Lisa (Melnick) Duval ‘88
Charlottesville, VA
My letter to the ideologically captured Chicago Tribune, in the captured state of Illinois, unpublished:
"The Tribune has failed to report on two major stories concerning “gender-affirming care” for minors. In late January, a NY jury awarded $2 million to Fox Varian in the first major gender medicine malpractice decision, finding her psychologist and surgeon negligent in approving a double mastectomy when she was 16. On Feb 3, the American Society of Plastic Surgeons issued a position paper citing the poor evidence of benefit and emerging risk of harm involved not only in mastectomies and genital surgeries, but also in puberty blockers and cross-sex hormones, and recommending delaying surgery before age 19.
The largest newspaper in Illinois owes it to its readership to report on these stories. Under the claim of “consensus” sits activism rather than science. Poorly-designed and conducted studies are misleading. We lack quality long-term studies on “gender-affirming” treatments because this large cohort of “transitioners” is so recent. Lawsuits by detransitioners provide a peek at this affected population, and people need to see it, recognizing that the vast majority of patients suffering similarly will never get their day in court. The fact that a professional medical organization is now basing its recommendations on the lack of evidence of benefit and actual evidence of harm is an important story, as is the fact that the American Medical Association is also now advising caution relative to gender medicine for minors.

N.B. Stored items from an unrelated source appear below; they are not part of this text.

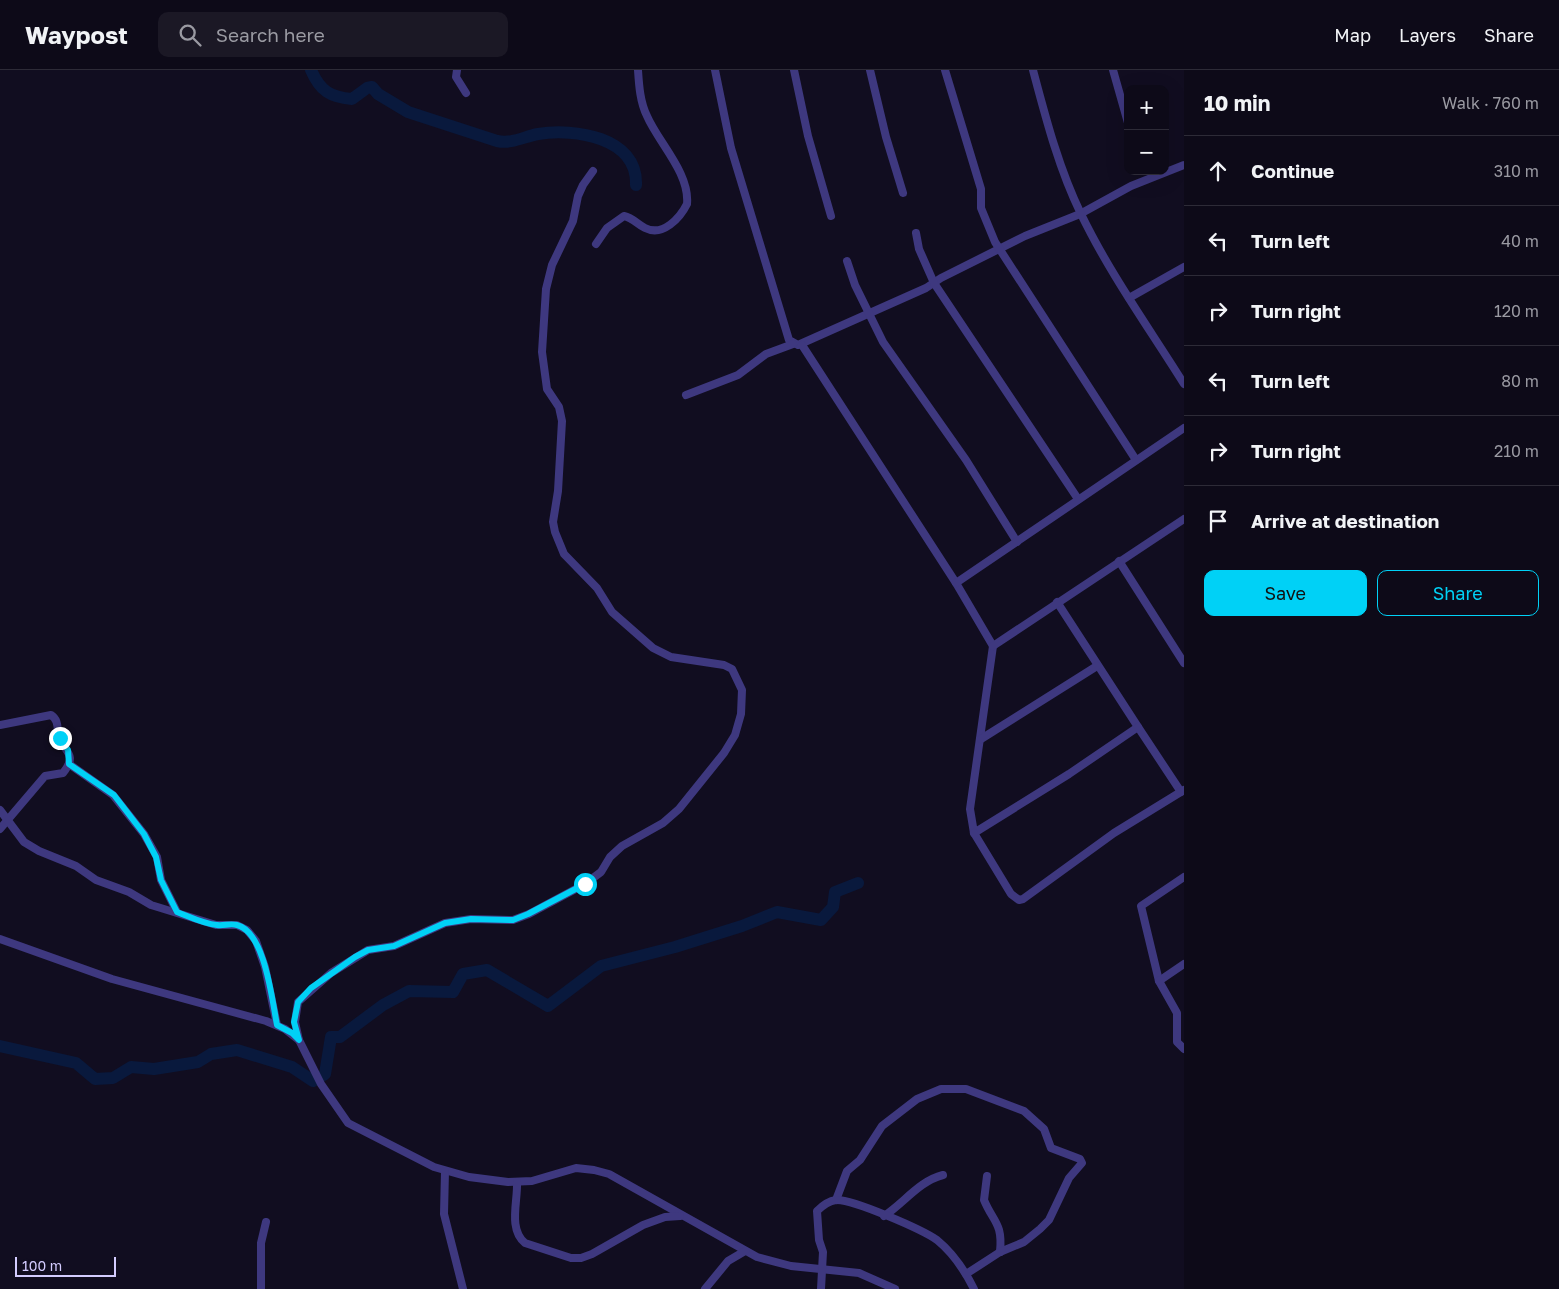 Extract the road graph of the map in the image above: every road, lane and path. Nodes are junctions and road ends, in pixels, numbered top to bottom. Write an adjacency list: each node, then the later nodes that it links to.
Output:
1 (456, 70): 9 (street)
2 (638, 70): 19 (street)
3 (715, 70): 26 (street)
4 (794, 70): 17 (street)
5 (870, 70): 15 (street)
6 (945, 70): 20 (street)
7 (1032, 70): 16 (street)
8 (1113, 70): 10 (street)
9 (466, 93)
10 (1124, 109)
11 (1184, 165): 12 (street)
12 (1169, 169)
13 (594, 172): 56 (street)
14 (1147, 175): 16 (street)
15 (903, 193)
16 (1080, 214): 20 (street); 24 (street)
17 (831, 216)
18 (916, 233): 23 (street)
19 (596, 244)
20 (999, 250): 23 (street); 31 (street)
21 (847, 261): 25 (street)
22 (1184, 267): 24 (street)
23 (934, 283): 25 (street); 32 (street)
24 (1129, 298): 28 (street)
25 (868, 312): 27 (street); 34 (street)
26 (793, 344): 27 (street); 29 (street)
27 (802, 345): 36 (street)
28 (1183, 379)
29 (686, 395)
30 (1184, 428): 31 (street)
31 (1136, 460): 32 (street)
32 (1078, 499): 34 (street)
33 (1183, 523): 35 (street)
34 (1017, 542): 36 (street)
35 (1119, 561): 37 (street); 39 (street)
36 (956, 583): 38 (street)
37 (1057, 602): 38 (street); 40 (street)
38 (993, 646): 43 (street)
39 (1184, 663)
40 (1097, 666): 42 (street); 43 (street)
41 (0, 726): 44 (street)
42 (1138, 727): 45 (street); 49 (street)
43 (981, 739): 49 (street)
44 (69, 764): 47 (street); 51 (street)
45 (1182, 791): 49 (street)
46 (0, 810): 47 (street)
47 (7, 820): 48 (street); 51 (street)
48 (0, 829)
49 (974, 833)
50 (1184, 877): 54 (street)
51 (177, 912): 55 (street)
52 (0, 940): 55 (street)
53 (1184, 964): 54 (street)
54 (1159, 981): 57 (street)
55 (277, 1025): 56 (street)
56 (299, 1040): 58 (street)
57 (1184, 1049)
58 (445, 1171): 61 (street); 71 (street)
59 (943, 1175): 64 (street)
60 (987, 1176): 67 (street)
61 (517, 1182): 63 (street); 63 (street)
62 (836, 1200): 64 (street); 67 (street); 68 (street)
63 (680, 1216): 66 (street)
64 (884, 1216): 69 (street)
65 (266, 1222): 70 (street)
66 (745, 1251): 68 (street); 72 (street)
67 (1000, 1252): 69 (street)
68 (822, 1270): 73 (street); 74 (street)
69 (966, 1274): 75 (street)
70 (261, 1289)
71 (463, 1289)
72 (705, 1289)
73 (821, 1289)
74 (895, 1289)
75 (974, 1289)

Anyone who has gone through puberty themselves or is watching adolescents pass through this phase of life knows that it is painful, confusing, often lonely and distressing - having your body change awkwardly while trying to figure out your identity distinct from your parents. Most of these gender distressed teens have confounding issues: autism, internalized homophobia, trauma from sexual abuse or porn exposure, anxiety and depression. They are told their REAL problem is being “born in the wrong body.” These kids are legitimately distressed, and adults want to help them. Adults know that their children’s futures are at stake, but that it is not possible to change sex, however strong the desire to do so.
The Tribune owes it to its readership to validate through honest reporting, not deny, what most adults instinctively know: adolescents are living through a turbulent time of their lives in a turbulent society, and whatever teens vehemently believe today should not lock them into a lifetime of sterility, medical dependency and compromised physical health."